Required action
Copy without pictures. Please restate each line of the listing exactly.

Data extract
● ● ● ● ● ● ●

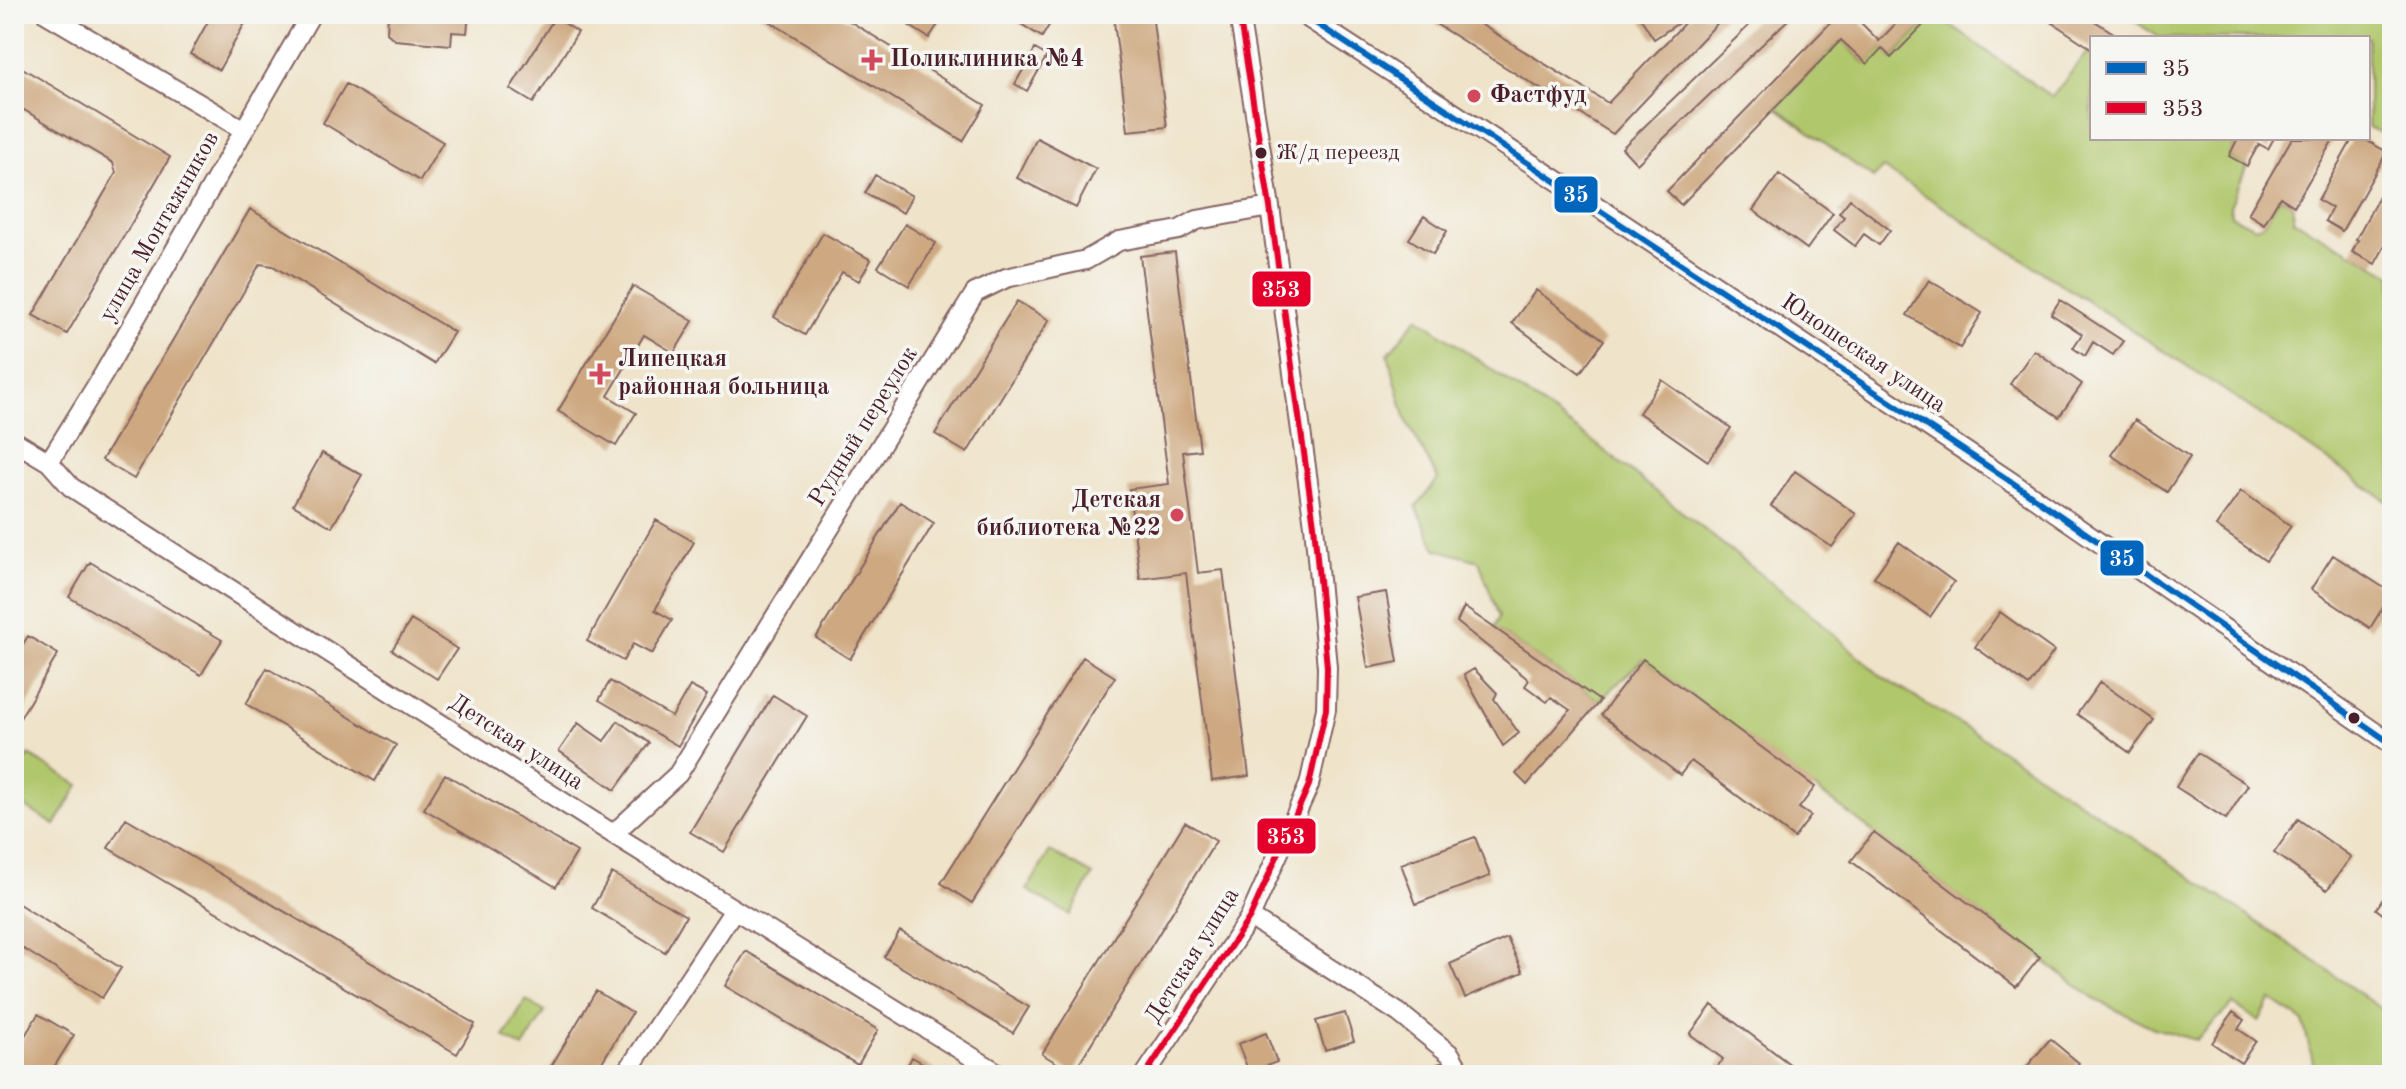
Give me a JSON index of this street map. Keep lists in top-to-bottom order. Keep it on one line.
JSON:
{"streets":{"street":["улица Монтажников","Юношеская улица","Рудный переулок","Детская улица"]},"crossings":[["улица Монтажников","Детская улица"],["Рудный переулок","Детская улица"]],"places":{"health":["Поликлиника №4","Липецкая районная больница"],"other":["Фастфуд","Ж/д переезд","Детская библиотека №22"]},"lines":["transit line 35","transit line 353"],"legend":["35","353"]}
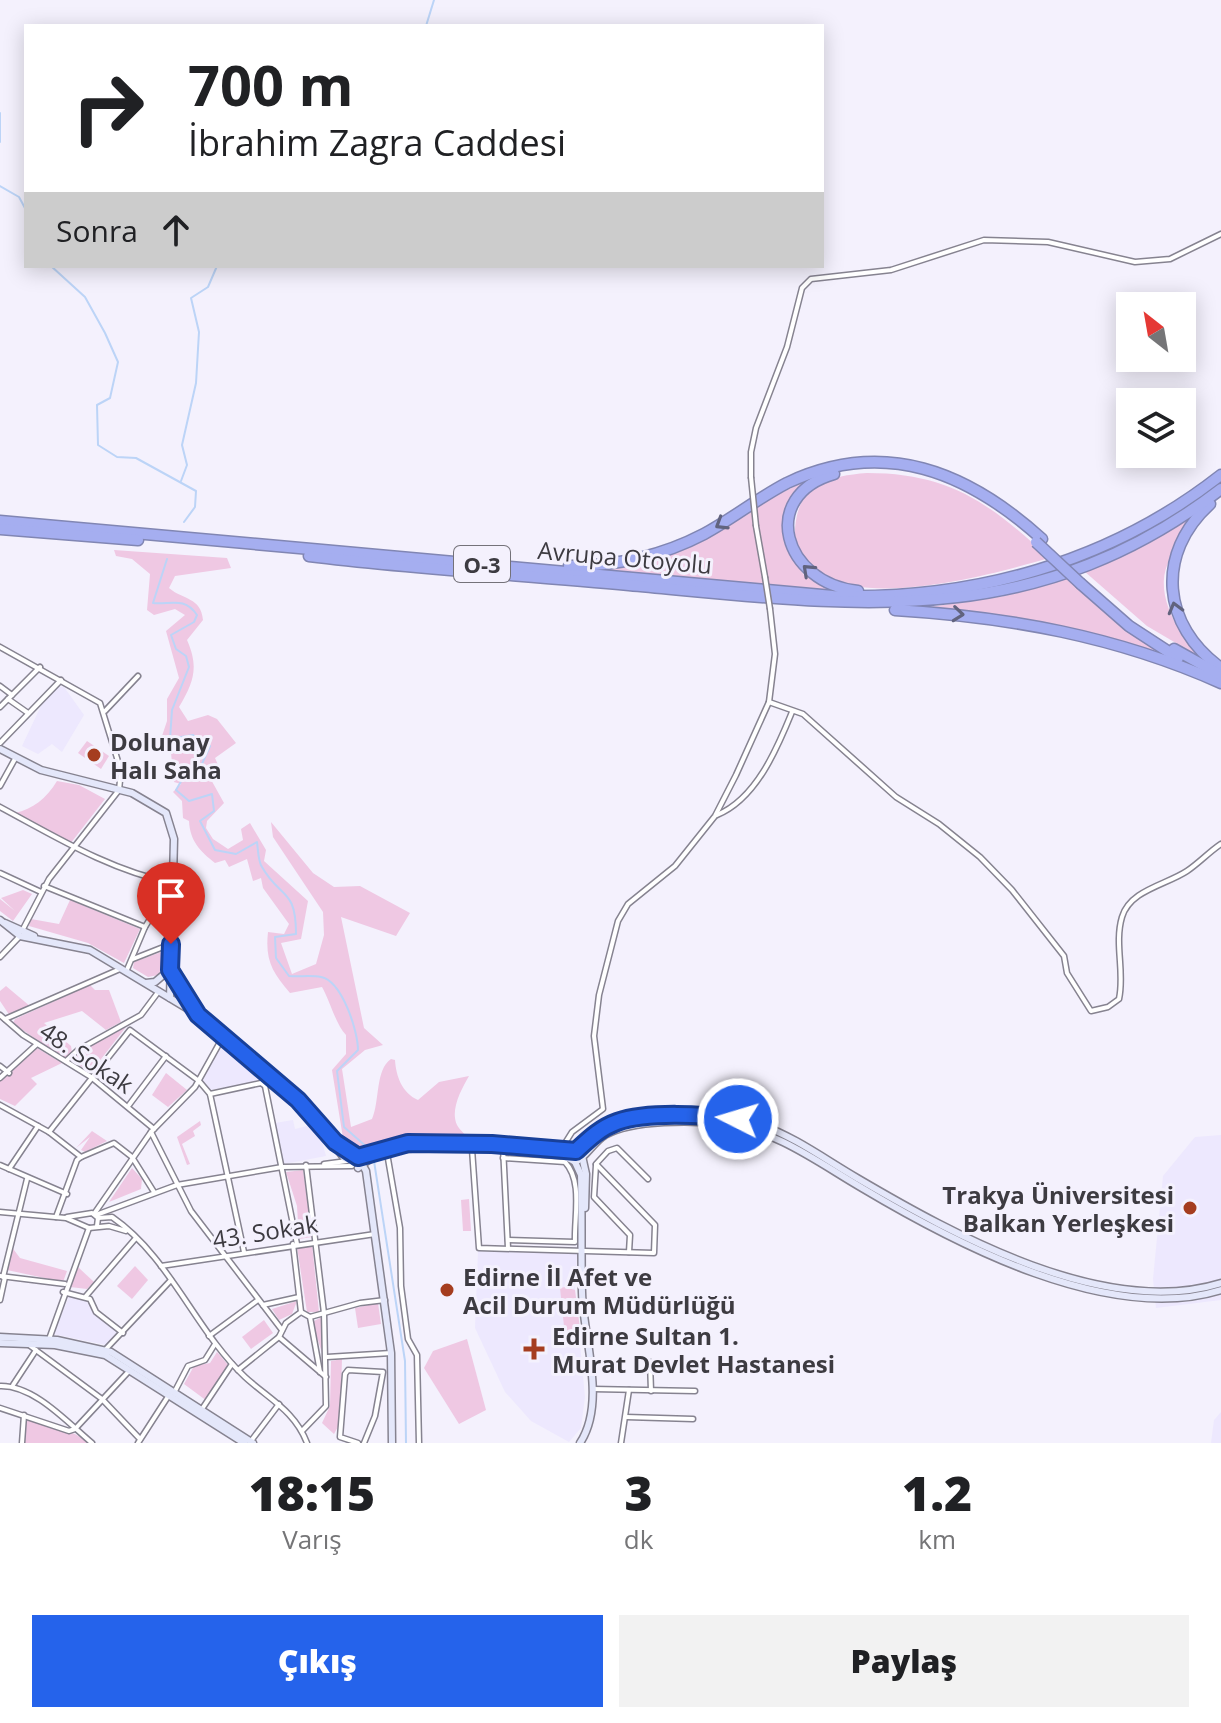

● ● ● ● ● ● ●

Answer box
Give me a JSON index of this street map. Keep lists in top-to-bottom order. Keep it on one line.
JSON:
{"streets":{"street":["улица Монтажников","Юношеская улица","Рудный переулок","Детская улица"]},"crossings":[["улица Монтажников","Детская улица"],["Рудный переулок","Детская улица"]],"places":{"health":["Поликлиника №4","Липецкая районная больница"],"other":["Фастфуд","Ж/д переезд","Детская библиотека №22"]},"lines":["transit line 35","transit line 353"],"legend":["35","353"]}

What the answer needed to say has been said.